### Work to complete
For each line in the records that contains "Circle", make a copy.

(Beginning of Given records)

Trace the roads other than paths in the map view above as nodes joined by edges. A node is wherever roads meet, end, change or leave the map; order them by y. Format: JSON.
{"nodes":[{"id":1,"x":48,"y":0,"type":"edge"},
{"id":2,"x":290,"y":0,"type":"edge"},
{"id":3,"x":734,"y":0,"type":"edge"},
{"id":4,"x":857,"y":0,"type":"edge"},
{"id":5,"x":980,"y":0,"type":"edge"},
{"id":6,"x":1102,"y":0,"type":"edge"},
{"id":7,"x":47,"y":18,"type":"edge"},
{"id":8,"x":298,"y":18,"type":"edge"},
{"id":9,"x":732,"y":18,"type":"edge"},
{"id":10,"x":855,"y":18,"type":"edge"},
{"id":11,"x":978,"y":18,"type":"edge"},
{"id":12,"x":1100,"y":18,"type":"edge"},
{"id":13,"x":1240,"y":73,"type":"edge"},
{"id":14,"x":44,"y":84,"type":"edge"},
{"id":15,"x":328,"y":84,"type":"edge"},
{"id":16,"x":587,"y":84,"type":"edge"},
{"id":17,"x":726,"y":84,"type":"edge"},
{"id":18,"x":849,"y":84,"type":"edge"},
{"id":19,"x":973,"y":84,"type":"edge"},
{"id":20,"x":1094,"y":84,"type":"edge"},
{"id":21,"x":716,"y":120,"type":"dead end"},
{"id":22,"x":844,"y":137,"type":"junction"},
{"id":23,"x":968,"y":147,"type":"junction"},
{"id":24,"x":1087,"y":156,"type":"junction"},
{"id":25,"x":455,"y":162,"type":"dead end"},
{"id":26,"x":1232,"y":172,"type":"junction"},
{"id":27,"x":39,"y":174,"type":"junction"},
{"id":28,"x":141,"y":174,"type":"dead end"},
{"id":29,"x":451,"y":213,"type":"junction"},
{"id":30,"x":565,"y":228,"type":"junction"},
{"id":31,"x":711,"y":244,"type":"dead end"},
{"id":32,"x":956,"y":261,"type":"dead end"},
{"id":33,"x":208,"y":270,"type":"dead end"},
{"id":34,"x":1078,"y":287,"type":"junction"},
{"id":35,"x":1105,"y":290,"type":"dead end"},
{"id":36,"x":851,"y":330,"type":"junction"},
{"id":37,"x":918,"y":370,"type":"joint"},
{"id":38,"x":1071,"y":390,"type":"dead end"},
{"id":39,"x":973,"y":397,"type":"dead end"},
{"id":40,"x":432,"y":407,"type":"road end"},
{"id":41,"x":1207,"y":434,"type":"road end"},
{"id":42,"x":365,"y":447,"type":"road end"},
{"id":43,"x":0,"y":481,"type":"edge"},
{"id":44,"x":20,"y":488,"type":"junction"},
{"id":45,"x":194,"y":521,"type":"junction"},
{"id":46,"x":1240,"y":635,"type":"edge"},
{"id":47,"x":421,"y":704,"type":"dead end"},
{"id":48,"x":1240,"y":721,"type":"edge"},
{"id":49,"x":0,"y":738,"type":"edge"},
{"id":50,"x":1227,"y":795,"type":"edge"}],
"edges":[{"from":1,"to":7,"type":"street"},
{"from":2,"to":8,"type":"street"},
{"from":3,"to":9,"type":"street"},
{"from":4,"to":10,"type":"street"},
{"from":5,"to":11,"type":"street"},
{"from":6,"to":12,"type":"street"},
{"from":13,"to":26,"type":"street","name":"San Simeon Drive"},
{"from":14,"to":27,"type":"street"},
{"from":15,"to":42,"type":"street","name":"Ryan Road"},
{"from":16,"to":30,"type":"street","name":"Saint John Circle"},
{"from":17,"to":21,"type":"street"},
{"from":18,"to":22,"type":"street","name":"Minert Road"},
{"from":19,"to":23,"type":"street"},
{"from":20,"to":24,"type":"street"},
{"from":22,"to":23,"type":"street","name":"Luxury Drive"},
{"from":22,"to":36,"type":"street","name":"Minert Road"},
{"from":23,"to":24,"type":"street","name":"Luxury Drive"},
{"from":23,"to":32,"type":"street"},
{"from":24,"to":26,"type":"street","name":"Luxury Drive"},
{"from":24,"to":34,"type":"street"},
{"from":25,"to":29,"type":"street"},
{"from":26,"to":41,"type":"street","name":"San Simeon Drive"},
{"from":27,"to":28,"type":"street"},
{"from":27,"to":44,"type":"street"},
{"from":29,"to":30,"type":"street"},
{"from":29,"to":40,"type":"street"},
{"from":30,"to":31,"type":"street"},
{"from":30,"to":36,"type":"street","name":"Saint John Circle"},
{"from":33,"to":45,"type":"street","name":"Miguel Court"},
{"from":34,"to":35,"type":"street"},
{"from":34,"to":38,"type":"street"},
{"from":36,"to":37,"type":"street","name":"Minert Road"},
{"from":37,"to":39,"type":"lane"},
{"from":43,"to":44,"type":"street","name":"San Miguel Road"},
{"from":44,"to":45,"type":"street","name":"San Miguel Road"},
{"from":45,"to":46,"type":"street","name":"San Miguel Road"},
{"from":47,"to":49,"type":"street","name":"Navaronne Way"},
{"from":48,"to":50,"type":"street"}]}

(End of Given records)

### Finished exercise
{"from":16,"to":30,"type":"street","name":"Saint John Circle"},
{"from":30,"to":36,"type":"street","name":"Saint John Circle"},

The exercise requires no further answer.